#### Work order:
Where does the string "Avenue" occur in the records below? Copy every line that holds it.

#### Input:

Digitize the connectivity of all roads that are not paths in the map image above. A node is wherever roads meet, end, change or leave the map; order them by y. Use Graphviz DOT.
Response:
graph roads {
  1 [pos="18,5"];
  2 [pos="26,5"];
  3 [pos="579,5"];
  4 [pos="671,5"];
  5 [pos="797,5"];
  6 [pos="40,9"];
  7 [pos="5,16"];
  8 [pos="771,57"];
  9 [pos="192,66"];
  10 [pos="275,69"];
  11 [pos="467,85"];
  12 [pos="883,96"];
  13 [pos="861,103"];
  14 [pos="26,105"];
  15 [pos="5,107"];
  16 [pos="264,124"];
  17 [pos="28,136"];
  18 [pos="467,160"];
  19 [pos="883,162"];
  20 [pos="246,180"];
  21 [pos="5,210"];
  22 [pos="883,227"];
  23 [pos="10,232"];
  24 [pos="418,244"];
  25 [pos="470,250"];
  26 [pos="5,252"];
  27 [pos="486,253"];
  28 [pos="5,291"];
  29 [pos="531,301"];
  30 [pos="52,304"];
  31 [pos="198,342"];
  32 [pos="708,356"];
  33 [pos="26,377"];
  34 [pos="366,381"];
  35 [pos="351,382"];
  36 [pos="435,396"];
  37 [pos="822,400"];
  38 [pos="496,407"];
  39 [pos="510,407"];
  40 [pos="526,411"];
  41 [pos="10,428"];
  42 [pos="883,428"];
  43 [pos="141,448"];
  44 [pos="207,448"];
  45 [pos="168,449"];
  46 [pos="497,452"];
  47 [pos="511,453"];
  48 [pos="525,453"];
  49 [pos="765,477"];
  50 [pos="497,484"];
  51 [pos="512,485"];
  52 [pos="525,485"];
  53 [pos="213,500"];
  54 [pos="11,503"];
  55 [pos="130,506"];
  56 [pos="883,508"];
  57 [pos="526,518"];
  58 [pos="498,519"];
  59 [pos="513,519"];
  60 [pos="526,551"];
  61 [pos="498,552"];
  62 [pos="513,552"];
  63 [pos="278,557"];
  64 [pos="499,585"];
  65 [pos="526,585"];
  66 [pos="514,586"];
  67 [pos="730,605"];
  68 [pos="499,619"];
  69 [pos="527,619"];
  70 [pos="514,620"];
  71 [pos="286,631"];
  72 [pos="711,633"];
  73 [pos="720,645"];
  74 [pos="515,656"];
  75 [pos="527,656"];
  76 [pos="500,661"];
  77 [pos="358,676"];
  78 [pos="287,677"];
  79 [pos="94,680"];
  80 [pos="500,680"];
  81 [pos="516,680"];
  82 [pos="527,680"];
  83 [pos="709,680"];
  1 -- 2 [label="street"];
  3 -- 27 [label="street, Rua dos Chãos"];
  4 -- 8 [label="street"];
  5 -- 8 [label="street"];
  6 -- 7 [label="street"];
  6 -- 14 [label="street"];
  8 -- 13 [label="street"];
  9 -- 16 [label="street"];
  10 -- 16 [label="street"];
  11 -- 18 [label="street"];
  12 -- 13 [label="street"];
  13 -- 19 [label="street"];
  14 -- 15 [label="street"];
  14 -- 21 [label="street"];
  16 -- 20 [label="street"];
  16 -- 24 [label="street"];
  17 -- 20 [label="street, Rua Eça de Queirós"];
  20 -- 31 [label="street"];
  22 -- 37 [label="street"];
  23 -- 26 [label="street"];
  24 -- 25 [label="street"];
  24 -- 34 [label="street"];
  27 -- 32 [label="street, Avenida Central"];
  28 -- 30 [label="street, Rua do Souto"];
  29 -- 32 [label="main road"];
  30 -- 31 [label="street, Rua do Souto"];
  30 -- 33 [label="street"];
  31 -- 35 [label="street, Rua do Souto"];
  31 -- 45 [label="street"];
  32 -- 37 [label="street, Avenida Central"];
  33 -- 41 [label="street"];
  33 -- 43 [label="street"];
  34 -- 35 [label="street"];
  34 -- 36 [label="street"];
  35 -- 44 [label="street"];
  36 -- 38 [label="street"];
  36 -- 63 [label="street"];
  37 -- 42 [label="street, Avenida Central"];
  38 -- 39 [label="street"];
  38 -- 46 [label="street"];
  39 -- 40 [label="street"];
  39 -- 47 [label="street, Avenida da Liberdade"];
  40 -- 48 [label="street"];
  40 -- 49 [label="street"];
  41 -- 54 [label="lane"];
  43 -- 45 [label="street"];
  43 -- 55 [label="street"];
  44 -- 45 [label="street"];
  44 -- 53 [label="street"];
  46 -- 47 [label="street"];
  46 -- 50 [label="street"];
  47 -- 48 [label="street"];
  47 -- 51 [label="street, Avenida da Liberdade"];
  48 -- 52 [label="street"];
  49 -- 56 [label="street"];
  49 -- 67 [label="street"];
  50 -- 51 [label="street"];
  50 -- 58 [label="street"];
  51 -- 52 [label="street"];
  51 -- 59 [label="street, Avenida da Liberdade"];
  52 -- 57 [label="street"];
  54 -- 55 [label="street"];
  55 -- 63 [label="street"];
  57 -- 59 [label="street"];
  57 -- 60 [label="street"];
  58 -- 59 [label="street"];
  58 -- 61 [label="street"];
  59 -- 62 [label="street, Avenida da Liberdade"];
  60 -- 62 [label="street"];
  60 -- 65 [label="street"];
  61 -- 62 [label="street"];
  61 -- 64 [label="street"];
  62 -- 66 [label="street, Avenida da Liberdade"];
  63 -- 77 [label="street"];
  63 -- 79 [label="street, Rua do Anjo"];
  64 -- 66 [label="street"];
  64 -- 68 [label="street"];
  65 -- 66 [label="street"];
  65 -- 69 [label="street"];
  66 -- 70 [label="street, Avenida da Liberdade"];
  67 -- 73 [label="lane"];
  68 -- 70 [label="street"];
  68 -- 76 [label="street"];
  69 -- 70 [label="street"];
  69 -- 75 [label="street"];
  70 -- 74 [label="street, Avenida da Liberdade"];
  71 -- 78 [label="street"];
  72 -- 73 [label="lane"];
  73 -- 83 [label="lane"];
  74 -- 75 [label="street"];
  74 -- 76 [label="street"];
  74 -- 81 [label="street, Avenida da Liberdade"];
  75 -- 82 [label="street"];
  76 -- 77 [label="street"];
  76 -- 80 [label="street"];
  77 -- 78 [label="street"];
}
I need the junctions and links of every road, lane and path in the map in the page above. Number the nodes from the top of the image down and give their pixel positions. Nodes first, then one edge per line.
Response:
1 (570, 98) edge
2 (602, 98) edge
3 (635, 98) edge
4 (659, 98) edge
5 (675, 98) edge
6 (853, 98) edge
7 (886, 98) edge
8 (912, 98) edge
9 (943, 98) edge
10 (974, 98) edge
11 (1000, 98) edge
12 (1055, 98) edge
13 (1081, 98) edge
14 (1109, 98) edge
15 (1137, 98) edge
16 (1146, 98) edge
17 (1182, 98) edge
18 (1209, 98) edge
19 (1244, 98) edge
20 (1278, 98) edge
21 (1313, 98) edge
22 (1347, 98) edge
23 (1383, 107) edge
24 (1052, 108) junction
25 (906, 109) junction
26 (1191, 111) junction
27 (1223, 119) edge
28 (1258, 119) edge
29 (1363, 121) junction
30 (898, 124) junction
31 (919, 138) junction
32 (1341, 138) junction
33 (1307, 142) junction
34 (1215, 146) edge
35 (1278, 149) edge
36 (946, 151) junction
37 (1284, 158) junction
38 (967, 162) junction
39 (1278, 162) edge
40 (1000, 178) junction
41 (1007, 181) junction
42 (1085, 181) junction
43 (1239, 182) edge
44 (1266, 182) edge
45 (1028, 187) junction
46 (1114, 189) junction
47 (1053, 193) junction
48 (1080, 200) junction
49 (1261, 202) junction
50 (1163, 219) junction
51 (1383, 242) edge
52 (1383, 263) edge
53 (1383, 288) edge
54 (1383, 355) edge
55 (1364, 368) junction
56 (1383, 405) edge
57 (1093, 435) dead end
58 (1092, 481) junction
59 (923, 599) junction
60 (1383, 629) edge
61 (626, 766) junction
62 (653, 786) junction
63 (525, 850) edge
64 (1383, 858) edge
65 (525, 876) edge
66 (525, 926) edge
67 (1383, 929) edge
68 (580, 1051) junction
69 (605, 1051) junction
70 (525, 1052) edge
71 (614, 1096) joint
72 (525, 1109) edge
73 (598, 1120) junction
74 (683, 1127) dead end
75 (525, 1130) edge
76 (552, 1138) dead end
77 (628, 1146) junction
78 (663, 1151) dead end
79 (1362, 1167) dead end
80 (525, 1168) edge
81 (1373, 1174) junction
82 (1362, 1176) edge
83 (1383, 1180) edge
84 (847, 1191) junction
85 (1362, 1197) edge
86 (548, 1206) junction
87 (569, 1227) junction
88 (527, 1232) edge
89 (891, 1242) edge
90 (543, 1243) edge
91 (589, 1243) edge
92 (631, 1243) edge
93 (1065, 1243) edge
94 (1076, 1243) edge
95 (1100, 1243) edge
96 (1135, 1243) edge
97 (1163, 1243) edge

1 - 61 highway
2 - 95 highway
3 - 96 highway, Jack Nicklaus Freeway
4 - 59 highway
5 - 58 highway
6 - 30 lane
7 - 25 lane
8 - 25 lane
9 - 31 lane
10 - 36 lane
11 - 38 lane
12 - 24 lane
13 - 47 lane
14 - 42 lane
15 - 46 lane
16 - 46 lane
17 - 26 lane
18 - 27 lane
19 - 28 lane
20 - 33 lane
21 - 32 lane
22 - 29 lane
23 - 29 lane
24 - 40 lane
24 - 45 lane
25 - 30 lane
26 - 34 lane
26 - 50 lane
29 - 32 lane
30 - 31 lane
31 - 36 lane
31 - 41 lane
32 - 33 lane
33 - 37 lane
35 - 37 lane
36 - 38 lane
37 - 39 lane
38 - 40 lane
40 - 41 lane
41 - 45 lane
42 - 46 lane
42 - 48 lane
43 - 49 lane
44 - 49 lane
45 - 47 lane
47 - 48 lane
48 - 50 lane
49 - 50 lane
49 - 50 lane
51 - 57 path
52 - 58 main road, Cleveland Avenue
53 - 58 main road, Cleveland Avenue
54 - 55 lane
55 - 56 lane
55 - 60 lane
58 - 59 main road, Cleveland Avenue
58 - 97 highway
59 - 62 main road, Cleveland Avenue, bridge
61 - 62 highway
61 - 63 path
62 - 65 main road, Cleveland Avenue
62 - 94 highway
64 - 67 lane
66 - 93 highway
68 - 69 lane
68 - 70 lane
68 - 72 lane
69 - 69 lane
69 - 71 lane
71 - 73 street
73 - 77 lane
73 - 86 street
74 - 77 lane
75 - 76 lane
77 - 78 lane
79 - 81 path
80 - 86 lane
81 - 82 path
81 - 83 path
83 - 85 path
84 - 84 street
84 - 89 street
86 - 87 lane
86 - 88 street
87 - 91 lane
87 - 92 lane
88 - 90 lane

#### Result:
52 - 58 main road, Cleveland Avenue
53 - 58 main road, Cleveland Avenue
58 - 59 main road, Cleveland Avenue
59 - 62 main road, Cleveland Avenue, bridge
62 - 65 main road, Cleveland Avenue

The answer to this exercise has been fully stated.